Our Diakonia bin, the bin where you place all those warm clothes and blankets, was again full to overflowing when those who gather these gifts picked them up for distribution early...6 am early...Sunday morning. In the past, the numbers who would come were mostly men with perhaps 2 or 3 women in a group of 50 arriving. This morning saw the numbers evenly divided along the gender lines. One man told the group distributing the warm items along with hot chili and applesauce that he slept on the grass last night. It was below zero in the early hours and he woke to frost on the ground all around him. The chili was especially welcome as that kind of cold can only be fought from the inside out. And he was grateful for the warm blanket he took away with him as well.
This cold is only beginning. There will be more frosty mornings with more cold to the core bodies to serve hot chili, applesauce and blankets to. Please keep them in your prayers and please continue to provide these needed items.
As announced today in our parish, we are beginning again to collect blankets and socks for distribution to those without four walls to live within. Also needed are mittens or gloves and hats of all types - anything to keep the cold out. Warmth when you have no home means life.
Please place these items in the Diakonia bin just outside the doors as you enter the sanctuary. And thank you so very much for this work to your neighbour!
There are various segments about the famine. People comment throughout with some comments being more generous than others. I do not care about the politics. I do not recall Jesus telling us to check their identity cards before offering assistance or weighing whether or not the thirsty ought to be given that cup of water. People are dying. We can discuss later how to prevent another famine.
The following is a message from the President of Doctors Without Borders. He is very direct. He is realistic in what can and cannot be done.
It is the same with giving. It will be the same with our making cards to benefit DWB. Our offering is small. It will not solve the problem. But it is better than not offering anything at all. Will people die? They are and they will. But more will suffer and die if nothing is done.
Forgive the direct message. Starvation is an "in your face" event.

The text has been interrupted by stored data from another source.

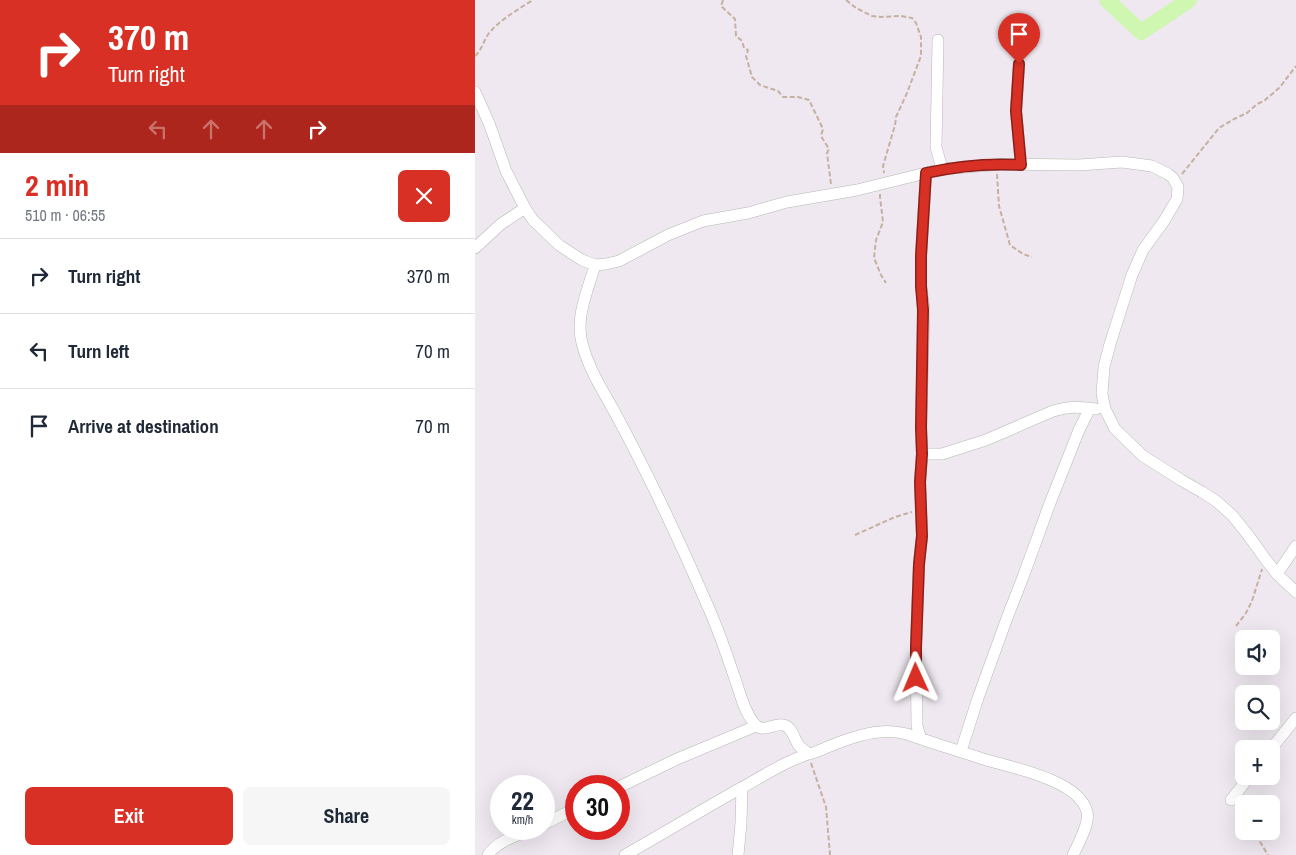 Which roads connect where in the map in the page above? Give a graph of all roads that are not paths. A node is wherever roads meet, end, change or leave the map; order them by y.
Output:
1 (939, 40) dead end
2 (1019, 64) dead end
3 (475, 92) edge
4 (1021, 165) junction
5 (942, 169) junction
6 (926, 173) junction
7 (525, 208) junction
8 (489, 234) junction
9 (475, 238) edge
10 (475, 248) edge
11 (595, 265) junction
12 (1090, 408) junction
13 (1105, 409) junction
14 (922, 454) junction
15 (1296, 546) edge
16 (1277, 574) junction
17 (1296, 592) edge
18 (1296, 718) edge
19 (756, 726) junction
20 (921, 739) junction
21 (1278, 740) edge
22 (961, 751) junction
23 (809, 753) junction
24 (630, 782) edge
25 (1243, 785) edge
26 (742, 788) junction
27 (1231, 800) dead end
28 (509, 840) edge
29 (488, 855) edge
30 (625, 855) edge
31 (738, 855) edge
32 (1073, 855) edge

1 - 5 street
2 - 4 street
3 - 7 street
4 - 5 street
4 - 13 street
5 - 6 street
6 - 11 street
6 - 14 street
7 - 8 street
7 - 11 street
8 - 9 street
8 - 10 street
11 - 19 street
12 - 13 street
12 - 14 street
12 - 22 street
13 - 16 street
14 - 20 street
15 - 16 street
16 - 17 street
18 - 21 street
19 - 23 street
19 - 24 street
20 - 22 street
20 - 23 street
22 - 32 street
23 - 26 street
25 - 27 street
26 - 30 street
26 - 31 street
28 - 29 street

This is a FANTASTIC exercise for learning what life is like in less fortunate countries than ours! Have a look, and think about giving to charity in some way-- as you know, our own DIAKONIA ministry here at St. Herman's has a number of different projects on the go. Ask Angelina or Maria C. how you can help.
We had our first card making gathering this past Saturday at St. Herman's and had such a great time, we are going to do it again. In fact, we are going to lead the choir. (Calm down, choir directors!) The choir is currently meeting every third Saturday and we will meet on the same day, just a wee bit earlier. To accommodate everyone's crazy life schedules, we will start at 9 am and end around 3 pm. We've already met for August so will next meet at the church on September 17. This past Saturday we had a pot luck lunch and if the choir promises to sing Nativity songs, we just might leave them something too.
These cards of course are being made in preparation to sell them for the work of Doctor's Without Borders. The most current news of the famine and the political situation there is terrible. The attached site from today's news outlines the theft of aid given for the poor. Grateful to see that this does not deter those trying to help as they look for creative solutions to this problem.
Please remember those in need and those who attempt to bring them aid in your prayers.
That is what we are aiming at - a cup of water given to those in need. Given in the love that God gives to us. We are organizing to make cards. Christmas cards. Summer has finally arrived here in the Lower Mainland and we are thinking of Christmas. The cards made will be sold and all of the proceeds, including whatever funds were needed to make them, will be donated to Doctors Without Borders. They are already on the ground in Kenya. It is an ocean of need. And we will help with our own cup of water. Our first organizational meeting and card making gathering will be on August 13 at the church. More to follow. Please join us. Please pray.
A bit ago there was a post about the coming of a "perfect storm," that is, of all the conditions being right for great tragedy. Unfortunately, those in the know were right and it has arrived. On the Diakonia bulletin board will be found a clipping from the local newspapers outlining this horror. There is a refugee camp in Kenya which currently sprawls 50 kilometers and these same experts expect it to reach half a million in population very soon. The place has a name and is called "Dadaab." You will hear and read much more about it as the days progress. Those living there will not be so fortunate. They will have first hand knowledge.
In the midst of this tragedy there are heros. Doctors Without Borders are there. From the article: "Each death is a blow to the doctors and nurses who work around the clock and against the odds, but they know they must keep going. 'If you keep on thinking about the child who's died then you'll lose the others.'"
There are many good agencies who are being allowed again in the area (there were political blocks which have praise God been removed by those who set them up) who can use financial support. This is unfortunately a long term project as the article continues with: "Beyond the fences of the camp, the drought has ravaged many more lives - an estimated 10 million people need food assistance."
This is not oddly enough - not at least at this writing - front and centre in the news world. It is in the "B" section. You may have to search for information. We will try to keep it current here.
You may also have to search for options as to how you can help.The agencies that are again in the area most certainly will be grateful for your participation in their work. Most of us cannot go ourselves, but we can support those who do with funding and with our prayers. Never underestimate the need for prayer. And never underestimate the need for financial support, no matter how modest that is.